Step 2: Find the remainder when $126$ is divided by $15$. By Euclid's Division Lemma with $a_2=126$, $b_2=15$, we have $$126=8\times15+6\tag{2}$$ and so $q_2=8$, and $r_2=6$.
Step 3: Find the remainder when $15$ is divided by $6$. By Euclid's Division Lemma with $a_3=15$, $b_3=6$, we have $$15=2\times6+3\tag{3}$$ and so $q_3=2$, $r_3=3$.
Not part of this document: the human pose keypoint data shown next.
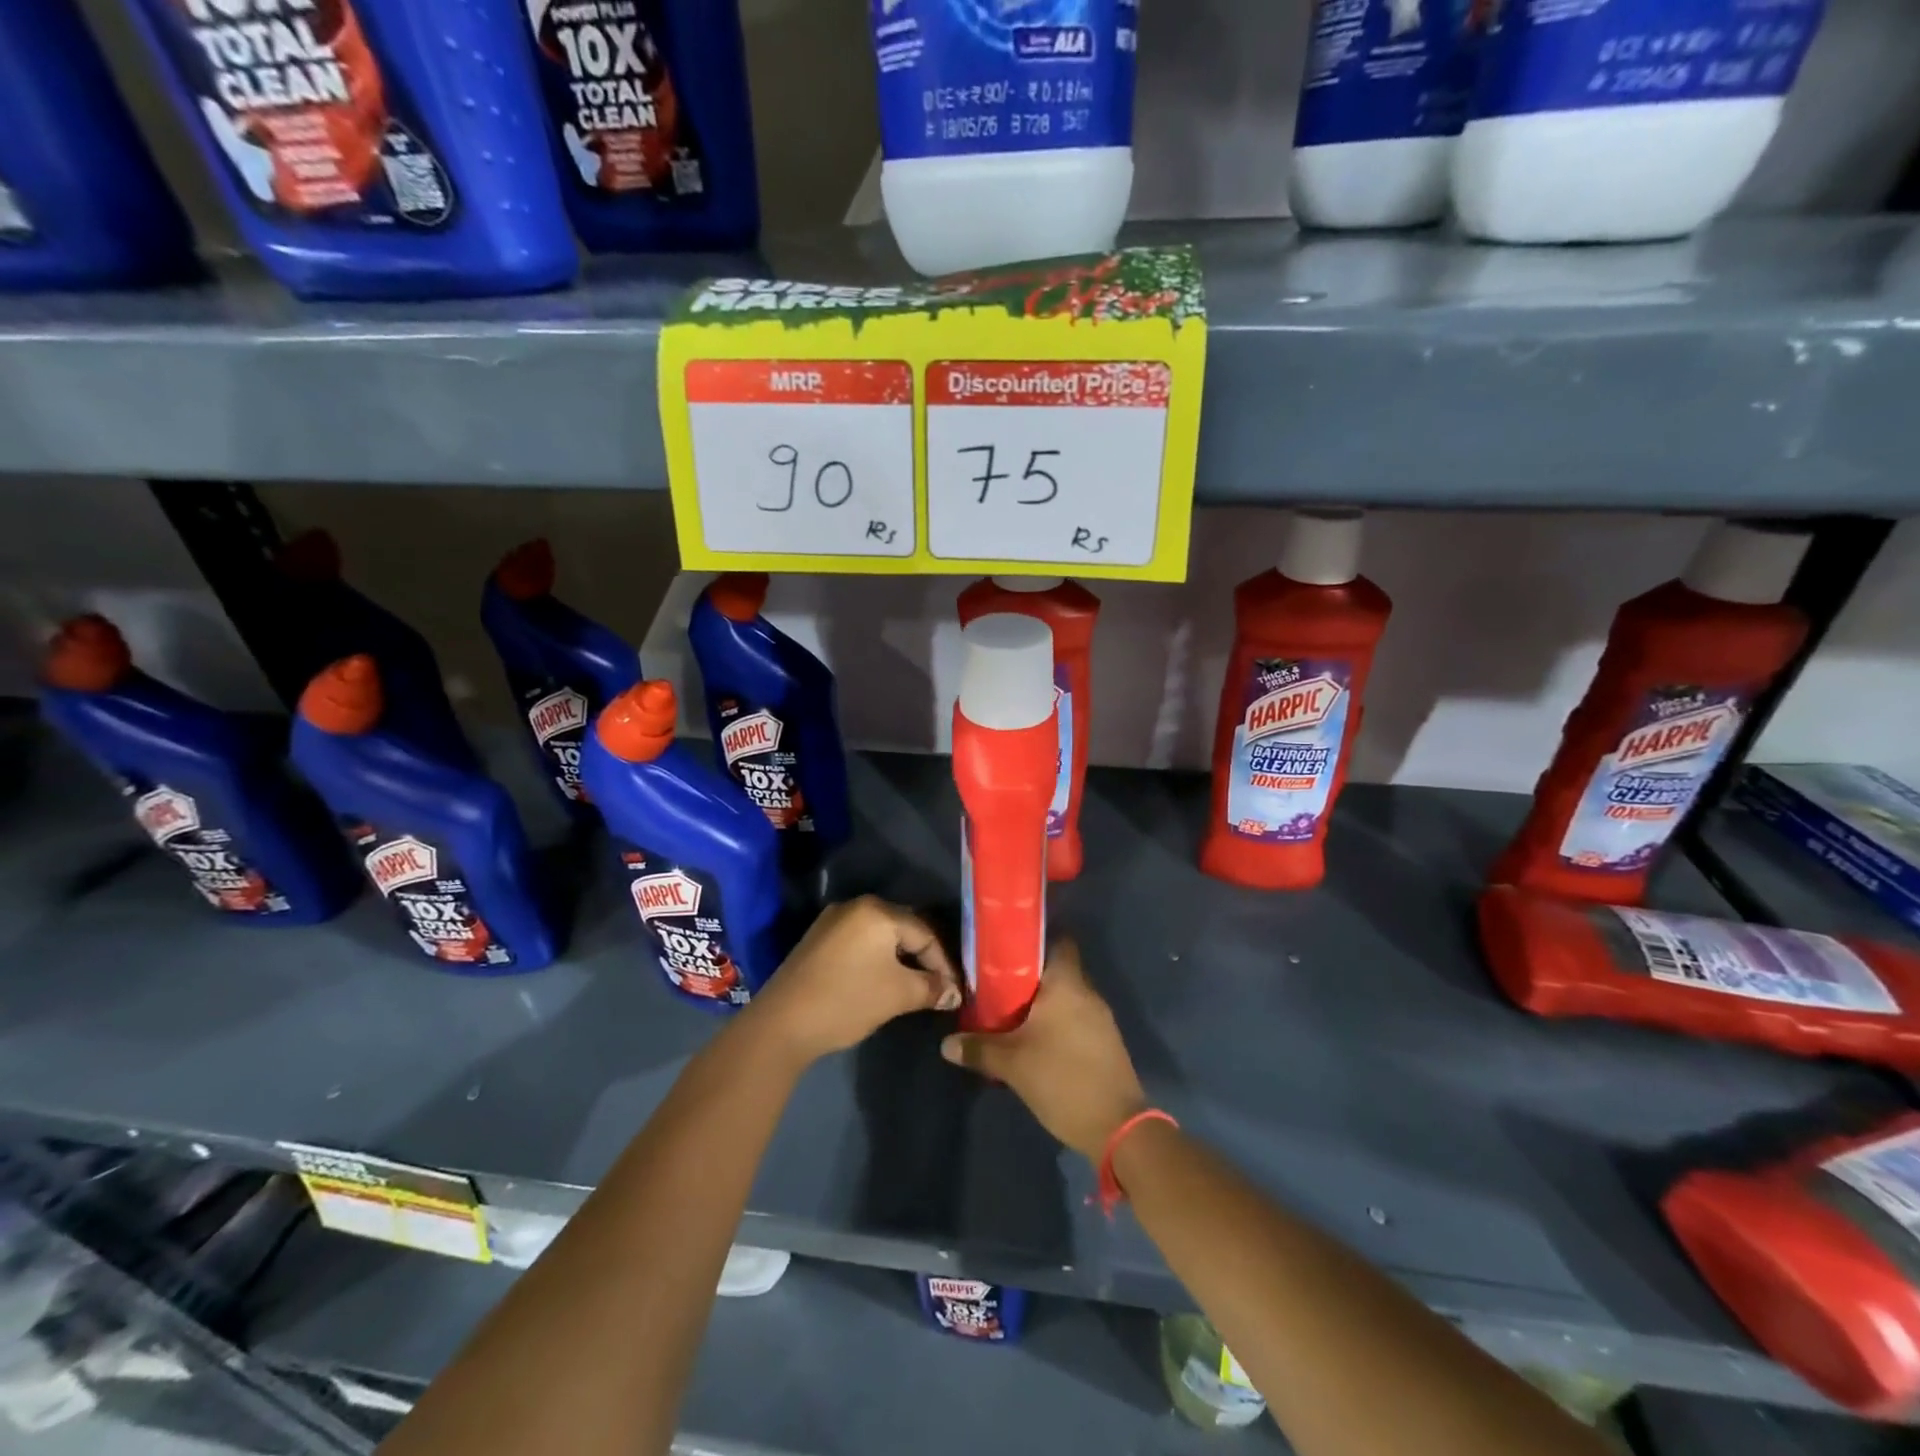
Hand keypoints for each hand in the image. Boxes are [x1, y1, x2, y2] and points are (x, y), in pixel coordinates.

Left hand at [749, 896, 960, 1062]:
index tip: (955, 991)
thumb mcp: (898, 995)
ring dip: (900, 959)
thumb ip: (932, 988)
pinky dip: (877, 959)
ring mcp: (832, 921)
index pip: (925, 933)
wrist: (781, 1024)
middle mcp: (855, 906)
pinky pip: (860, 942)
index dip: (944, 964)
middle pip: (903, 929)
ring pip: (881, 936)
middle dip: (924, 958)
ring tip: (914, 986)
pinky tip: (881, 981)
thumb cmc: (847, 1001)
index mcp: (878, 911)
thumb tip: (954, 992)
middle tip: (939, 987)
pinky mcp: (817, 940)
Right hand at [941, 941, 1146, 1159]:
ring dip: (1043, 1002)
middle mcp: (1087, 992)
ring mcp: (1101, 1018)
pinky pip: (1076, 1018)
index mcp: (1067, 983)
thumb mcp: (1012, 1065)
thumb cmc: (1062, 1079)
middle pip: (1058, 969)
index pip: (1058, 940)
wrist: (1117, 1127)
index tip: (1006, 948)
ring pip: (1066, 996)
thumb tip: (946, 1043)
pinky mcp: (1105, 1041)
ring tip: (1011, 1013)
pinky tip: (1035, 1040)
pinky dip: (1057, 1022)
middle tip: (997, 984)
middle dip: (1029, 976)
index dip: (1033, 939)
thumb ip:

Step 4: Find the remainder when $6$ is divided by $3$. By Euclid's Division Lemma with $a_4=6$, $b_4=3$, we have $$6=2\times3+0\tag{4}$$ and so $q_4=2$, $r_4=0$. Here the Division Algorithm terminates since $r_4=0$, and $\gcd(267,126)=r_3=3$ is the last non-zero remainder from Step 3.